=== Exercise description ===
When copying the listing below, skip every picture and repeat exactly the lines from the first one through the line that contains "display:flex; align-items:center; gap:10px;".
______
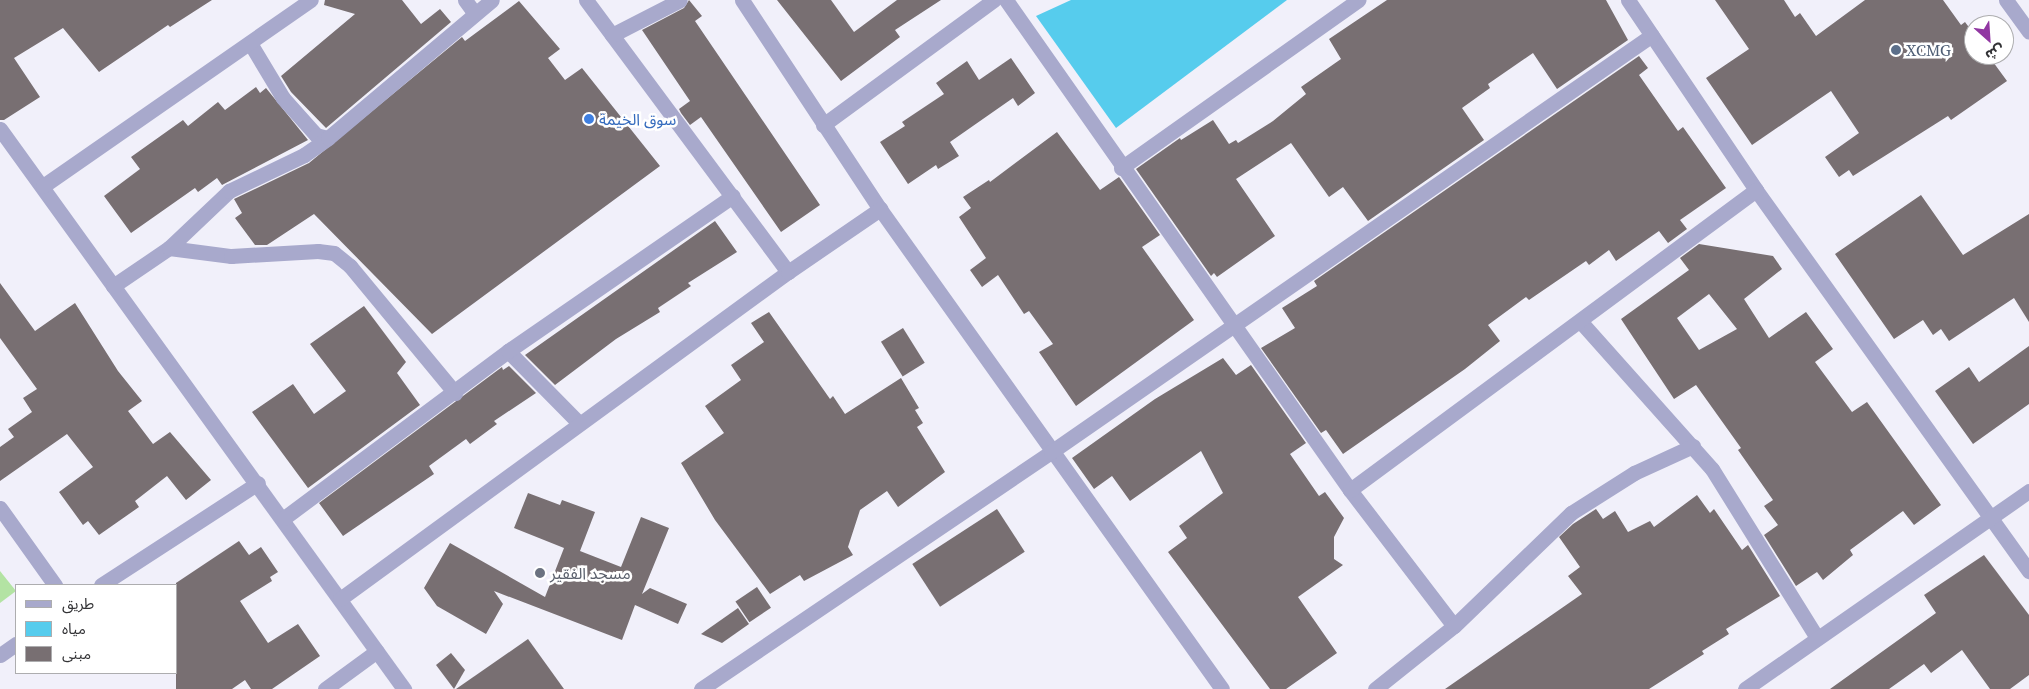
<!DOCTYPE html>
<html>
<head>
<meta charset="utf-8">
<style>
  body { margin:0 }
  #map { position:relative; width:2029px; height:689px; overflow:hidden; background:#f1f0fa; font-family:"Source Serif 4","Noto Sans Arabic",serif }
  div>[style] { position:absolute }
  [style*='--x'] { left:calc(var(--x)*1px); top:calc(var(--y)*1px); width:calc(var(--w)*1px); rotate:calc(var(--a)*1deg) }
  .green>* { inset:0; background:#b3e3a3 }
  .water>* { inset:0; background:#56cced }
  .building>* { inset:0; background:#786f72; transform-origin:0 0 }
  .street>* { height:15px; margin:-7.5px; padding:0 7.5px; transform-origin:7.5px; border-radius:7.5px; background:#a8a9cc }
  .dots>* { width:14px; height:14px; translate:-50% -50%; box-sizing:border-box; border:2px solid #fff; border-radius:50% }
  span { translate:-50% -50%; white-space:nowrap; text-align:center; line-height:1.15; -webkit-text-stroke:5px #fff; paint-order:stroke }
  .service-label { font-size:16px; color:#4e5e75 }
  .left { translate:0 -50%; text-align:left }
  .shop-label { font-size:16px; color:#366cbe }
  .worship-label { font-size:16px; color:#5b616d }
  .legend { position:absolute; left:15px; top:584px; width:162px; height:90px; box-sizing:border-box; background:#fff; border:1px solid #adadaf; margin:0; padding:6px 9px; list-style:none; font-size:15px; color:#333336 }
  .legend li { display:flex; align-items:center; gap:10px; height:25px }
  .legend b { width:25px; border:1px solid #adadaf }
  .north { position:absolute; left:1964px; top:15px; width:50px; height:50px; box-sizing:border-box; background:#fff; border:1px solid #adadaf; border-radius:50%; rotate:154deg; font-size:14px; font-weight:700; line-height:20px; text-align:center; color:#333336 }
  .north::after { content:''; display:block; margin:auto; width:18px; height:22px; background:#9137a2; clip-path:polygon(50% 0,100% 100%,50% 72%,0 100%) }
</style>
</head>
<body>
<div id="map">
  <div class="green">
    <i style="clip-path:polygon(0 571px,16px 591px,0 603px)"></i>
  </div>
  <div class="water">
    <i style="clip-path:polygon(1071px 0,1287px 0,1116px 128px,1036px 16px)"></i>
  </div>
  <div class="building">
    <i style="clip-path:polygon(0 0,212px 0,170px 27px,168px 25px,99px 72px,63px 28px,14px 58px,40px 97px,4px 120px,0 120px)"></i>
    <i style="clip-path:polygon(325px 0,402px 0,421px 24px,440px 9px,451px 22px,326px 128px,291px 92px,281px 76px,355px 14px,324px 5px)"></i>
    <i style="clip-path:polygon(689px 0,702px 16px,695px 21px,820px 205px,781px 232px,701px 117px,690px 125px,681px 113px,679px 109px,690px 101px,642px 30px,684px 8px)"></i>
    <i style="clip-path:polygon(777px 0,831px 0,854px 32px,897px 0,941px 0,895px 30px,900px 37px,841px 81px)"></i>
    <i style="clip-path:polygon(1387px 0,1606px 0,1628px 40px,1557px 89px,1533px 53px,1488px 84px,1490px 88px,1462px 108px,1484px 140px,1368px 221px,1343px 187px,1329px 197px,1291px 143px,1236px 179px,1275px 236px,1217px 277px,1214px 273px,1211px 276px,1136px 169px,1180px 138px,1181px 140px,1213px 120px,1229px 144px,1236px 140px,1238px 143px,1273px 121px,1306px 94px,1301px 87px,1341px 59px,1329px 39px)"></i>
    <i style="clip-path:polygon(1715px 0,1784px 0,1795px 17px,1800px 13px,1816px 36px,1865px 0,1943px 0,1961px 25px,1965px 22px,1974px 34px,1974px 55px,1988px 55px,2007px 81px,1951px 120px,1948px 116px,1853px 176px,1849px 170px,1839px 177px,1825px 157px,1859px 133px,1831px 91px,1752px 145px,1706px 78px,1749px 49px)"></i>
    <i style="clip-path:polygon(519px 1px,560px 49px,548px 58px,565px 80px,582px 68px,660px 166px,432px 334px,314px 214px,267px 245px,255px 245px,235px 218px,242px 213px,234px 199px,309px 163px,462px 37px,465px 41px)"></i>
    <i style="clip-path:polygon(1639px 56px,1648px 68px,1639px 75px,1678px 131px,1683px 127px,1726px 188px,1680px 220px,1687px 229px,1668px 243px,1659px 231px,1616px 261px,1609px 250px,1589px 265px,1586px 261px,1529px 300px,1526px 297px,1488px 325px,1500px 341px,1465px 369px,1343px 454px,1326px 430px,1321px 433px,1261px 348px,1295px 328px,1282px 308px,1317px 286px,1314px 281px)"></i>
    <i style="clip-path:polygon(1011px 58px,1035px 93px,1018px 106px,1013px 98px,950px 142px,959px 156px,938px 169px,936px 165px,908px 184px,880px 142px,905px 126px,902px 122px,944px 94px,936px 83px,967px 61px,979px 80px)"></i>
    <i style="clip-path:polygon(256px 87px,260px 93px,266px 88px,308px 140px,222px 185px,217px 178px,198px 192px,195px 188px,131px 233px,104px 196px,140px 169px,131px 157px,183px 120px,188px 126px,218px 102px,225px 110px)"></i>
    <i style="clip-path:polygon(1057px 132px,1100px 190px,1119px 177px,1160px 235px,1142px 247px,1194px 320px,1076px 406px,1039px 352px,1053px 344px,1029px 311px,1024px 314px,998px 275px,982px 287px,970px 270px,986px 258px,959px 217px,971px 208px,963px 197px,989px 180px,990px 182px)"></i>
    <i style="clip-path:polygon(1921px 195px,1963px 255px,2029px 214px,2029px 322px,2014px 298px,1949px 341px,1941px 329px,1933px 335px,1923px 320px,1894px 339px,1835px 254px)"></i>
    <i style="clip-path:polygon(715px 221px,737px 252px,688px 283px,691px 286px,658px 308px,660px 312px,616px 339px,555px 385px,525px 355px)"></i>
    <i style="clip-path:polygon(evenodd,1699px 244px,1773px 256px,1782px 269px,1744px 299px,1769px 338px,1806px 312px,1833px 349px,1815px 362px,1852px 412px,1867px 402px,1941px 505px,1914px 525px,1903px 511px,1850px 550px,1853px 555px,1823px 580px,1817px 572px,1796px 586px,1764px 535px,1778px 525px,1764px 506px,1773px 500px,1738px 450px,1741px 448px,1696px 385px,1674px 399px,1621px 319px,1689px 270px,1680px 258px,1699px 244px,1709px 294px,1737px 329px,1699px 350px,1677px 318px,1709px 294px)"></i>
    <i style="clip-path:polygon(0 283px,35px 331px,75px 303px,118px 371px,142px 401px,128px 411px,153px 444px,170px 432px,211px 480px,186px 500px,167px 476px,135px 501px,139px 507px,99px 535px,88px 521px,83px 525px,59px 492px,93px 467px,67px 434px,0 481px,0 447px,14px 437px,8px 429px,32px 412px,23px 398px,37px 389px,0 338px)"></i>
    <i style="clip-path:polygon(364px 306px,406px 362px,397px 373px,420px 405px,308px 488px,252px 412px,293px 384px,314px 414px,346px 391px,310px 344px)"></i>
    <i style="clip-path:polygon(769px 312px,830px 399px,833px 396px,845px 414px,901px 378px,919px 408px,915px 410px,923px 423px,917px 427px,945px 472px,898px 507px,887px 491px,860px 510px,848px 547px,853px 555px,804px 581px,800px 575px,770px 594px,715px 520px,681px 463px,724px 433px,705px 406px,741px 380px,731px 365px,764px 342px,751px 323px)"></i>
    <i style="left:903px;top:328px;width:41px;height:26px;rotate:58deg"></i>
    <i style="clip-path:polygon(2029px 346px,2029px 404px,1973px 444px,1935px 391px,1969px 367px,1979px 382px)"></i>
    <i style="clip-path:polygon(1223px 358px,1236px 375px,1251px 365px,1306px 443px,1290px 454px,1319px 496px,1325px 492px,1344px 518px,1334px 537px,1334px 559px,1343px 565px,1298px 597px,1337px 653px,1286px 689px,1270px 689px,1168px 552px,1187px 538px,1179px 526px,1223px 493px,1201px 451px,1130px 501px,1112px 476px,1094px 489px,1072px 458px,1155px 399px)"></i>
    <i style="clip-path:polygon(509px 366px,536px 393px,494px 421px,497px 424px,470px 444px,466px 439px,429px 466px,434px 474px,343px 536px,319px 503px,502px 367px,503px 370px)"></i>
    <i style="clip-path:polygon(528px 493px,560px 505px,562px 500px,595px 512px,580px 551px,621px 567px,641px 517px,669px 528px,642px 594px,650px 588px,687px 604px,678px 624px,635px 605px,622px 640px,494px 591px,503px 604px,486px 634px,437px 606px,424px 588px,450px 543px,545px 597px,564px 548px,514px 528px)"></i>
    <i style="clip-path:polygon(1697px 495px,1710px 513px,1714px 509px,1742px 550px,1748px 545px,1780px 596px,1726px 629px,1729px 634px,1702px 651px,1704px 654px,1649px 689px,1445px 689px,1582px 594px,1568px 576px,1580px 567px,1559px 537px,1573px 524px,1596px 509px,1603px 519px,1615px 511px,1628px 532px,1650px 521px,1654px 527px)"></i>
    <i style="left:997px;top:509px;width:51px;height:101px;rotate:57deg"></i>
    <i style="clip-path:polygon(239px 541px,249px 555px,261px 547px,278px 572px,270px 577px,272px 581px,240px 601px,268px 643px,298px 624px,320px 656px,272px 689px,251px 689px,245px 680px,232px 689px,176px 689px,176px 583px)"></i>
    <i style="clip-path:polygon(1984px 555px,2029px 615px,2029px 675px,2010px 689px,1990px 689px,1962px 650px,1931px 673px,1924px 664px,1889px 689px,1830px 689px,1936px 613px,1924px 595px)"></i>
    <i style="left:757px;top:587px;width:25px;height:26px;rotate:56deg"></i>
    <i style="clip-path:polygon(738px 608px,749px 624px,722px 643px,701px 634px)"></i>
    <i style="clip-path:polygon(528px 639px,564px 689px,456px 689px)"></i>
    <i style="clip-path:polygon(451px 653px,465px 670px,454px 689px,436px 665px)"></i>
  </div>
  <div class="street">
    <i style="--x:465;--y:0;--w:17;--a:54"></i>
    <i style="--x:586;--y:0;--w:339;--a:53.4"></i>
    <i style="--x:742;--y:0;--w:250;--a:56.6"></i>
    <i style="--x:880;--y:209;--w:589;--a:54.53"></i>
    <i style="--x:1006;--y:0;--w:599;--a:54.93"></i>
    <i style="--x:1350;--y:490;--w:171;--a:52.6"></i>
    <i style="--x:1628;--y:0;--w:229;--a:56"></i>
    <i style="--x:1756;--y:190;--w:469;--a:54.4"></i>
    <i style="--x:2006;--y:0;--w:39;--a:54"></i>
    <i style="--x:612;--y:35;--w:76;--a:-27.2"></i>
    <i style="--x:250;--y:43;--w:64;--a:59"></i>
    <i style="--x:283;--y:98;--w:50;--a:48.3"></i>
    <i style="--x:316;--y:135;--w:12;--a:14"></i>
    <i style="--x:823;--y:125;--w:212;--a:-36.2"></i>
    <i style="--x:0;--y:129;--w:691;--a:54.19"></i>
    <i style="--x:1121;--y:168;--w:291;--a:-35.3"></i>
    <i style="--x:43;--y:186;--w:326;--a:-34.8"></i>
    <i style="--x:169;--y:248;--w:63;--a:7.4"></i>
    <i style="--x:231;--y:256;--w:87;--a:-3.3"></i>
    <i style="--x:318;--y:251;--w:16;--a:7"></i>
    <i style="--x:334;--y:253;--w:21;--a:39"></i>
    <i style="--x:350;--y:266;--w:165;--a:50.4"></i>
    <i style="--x:113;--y:286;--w:68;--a:-34.2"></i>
    <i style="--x:169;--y:248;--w:83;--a:-43.5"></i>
    <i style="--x:229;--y:191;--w:83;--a:-25.6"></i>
    <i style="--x:304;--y:155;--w:29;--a:-35"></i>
    <i style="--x:328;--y:138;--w:214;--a:-40.1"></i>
    <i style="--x:1580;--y:321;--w:198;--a:48.3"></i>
    <i style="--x:1712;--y:469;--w:199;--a:58.1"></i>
    <i style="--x:508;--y:351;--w:101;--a:45.4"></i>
    <i style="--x:1350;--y:490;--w:505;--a:-36.46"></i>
    <i style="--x:0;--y:508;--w:95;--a:54.5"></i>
    <i style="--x:284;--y:518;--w:279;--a:-36.7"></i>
    <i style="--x:508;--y:351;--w:273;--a:-34.6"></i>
    <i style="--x:101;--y:585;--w:187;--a:-33"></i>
    <i style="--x:340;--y:599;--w:555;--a:-36.13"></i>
    <i style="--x:788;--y:272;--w:112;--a:-34.4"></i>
    <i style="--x:0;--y:655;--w:19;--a:-35"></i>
    <i style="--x:325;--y:689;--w:64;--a:-36.2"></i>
    <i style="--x:701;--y:689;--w:423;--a:-34.1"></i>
    <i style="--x:1051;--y:452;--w:731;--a:-34.75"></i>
    <i style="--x:1375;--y:689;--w:101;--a:-38.6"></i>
    <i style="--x:1454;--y:626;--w:163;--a:-44"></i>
    <i style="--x:1571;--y:513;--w:75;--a:-32.4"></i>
    <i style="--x:1634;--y:473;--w:65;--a:-24.6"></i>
    <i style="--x:1745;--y:689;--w:346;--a:-34.9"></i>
  </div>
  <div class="dots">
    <i style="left:1896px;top:50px;background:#5c6f8a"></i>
    <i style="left:589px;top:119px;background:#3f7fe0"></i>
    <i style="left:540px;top:573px;background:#6b7280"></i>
  </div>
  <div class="service-label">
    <span class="left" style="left:1906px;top:50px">XCMG</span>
  </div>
  <div class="shop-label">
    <span class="left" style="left:599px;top:119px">سوق الخيمة</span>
  </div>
  <div class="worship-label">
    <span class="left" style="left:550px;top:573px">مسجد الفقير</span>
  </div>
  <ul class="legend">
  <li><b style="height:6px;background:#a8a9cc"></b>طريق</li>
  <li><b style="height:14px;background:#56cced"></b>مياه</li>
  <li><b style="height:14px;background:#786f72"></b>مبنى</li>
  </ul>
  <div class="north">ش</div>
</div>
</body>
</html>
______
=== Response box ===
<!DOCTYPE html>
<html>
<head>
<meta charset="utf-8">
<style>
  body { margin:0 }
  #map { position:relative; width:2029px; height:689px; overflow:hidden; background:#f1f0fa; font-family:"Source Serif 4","Noto Sans Arabic",serif }
  div>[style] { position:absolute }
  [style*='--x'] { left:calc(var(--x)*1px); top:calc(var(--y)*1px); width:calc(var(--w)*1px); rotate:calc(var(--a)*1deg) }
  .green>* { inset:0; background:#b3e3a3 }
  .water>* { inset:0; background:#56cced }
  .building>* { inset:0; background:#786f72; transform-origin:0 0 }
  .street>* { height:15px; margin:-7.5px; padding:0 7.5px; transform-origin:7.5px; border-radius:7.5px; background:#a8a9cc }
  .dots>* { width:14px; height:14px; translate:-50% -50%; box-sizing:border-box; border:2px solid #fff; border-radius:50% }
  span { translate:-50% -50%; white-space:nowrap; text-align:center; line-height:1.15; -webkit-text-stroke:5px #fff; paint-order:stroke }
  .service-label { font-size:16px; color:#4e5e75 }
  .left { translate:0 -50%; text-align:left }
  .shop-label { font-size:16px; color:#366cbe }
  .worship-label { font-size:16px; color:#5b616d }
  .legend { position:absolute; left:15px; top:584px; width:162px; height:90px; box-sizing:border-box; background:#fff; border:1px solid #adadaf; margin:0; padding:6px 9px; list-style:none; font-size:15px; color:#333336 }
  .legend li { display:flex; align-items:center; gap:10px; height:25px }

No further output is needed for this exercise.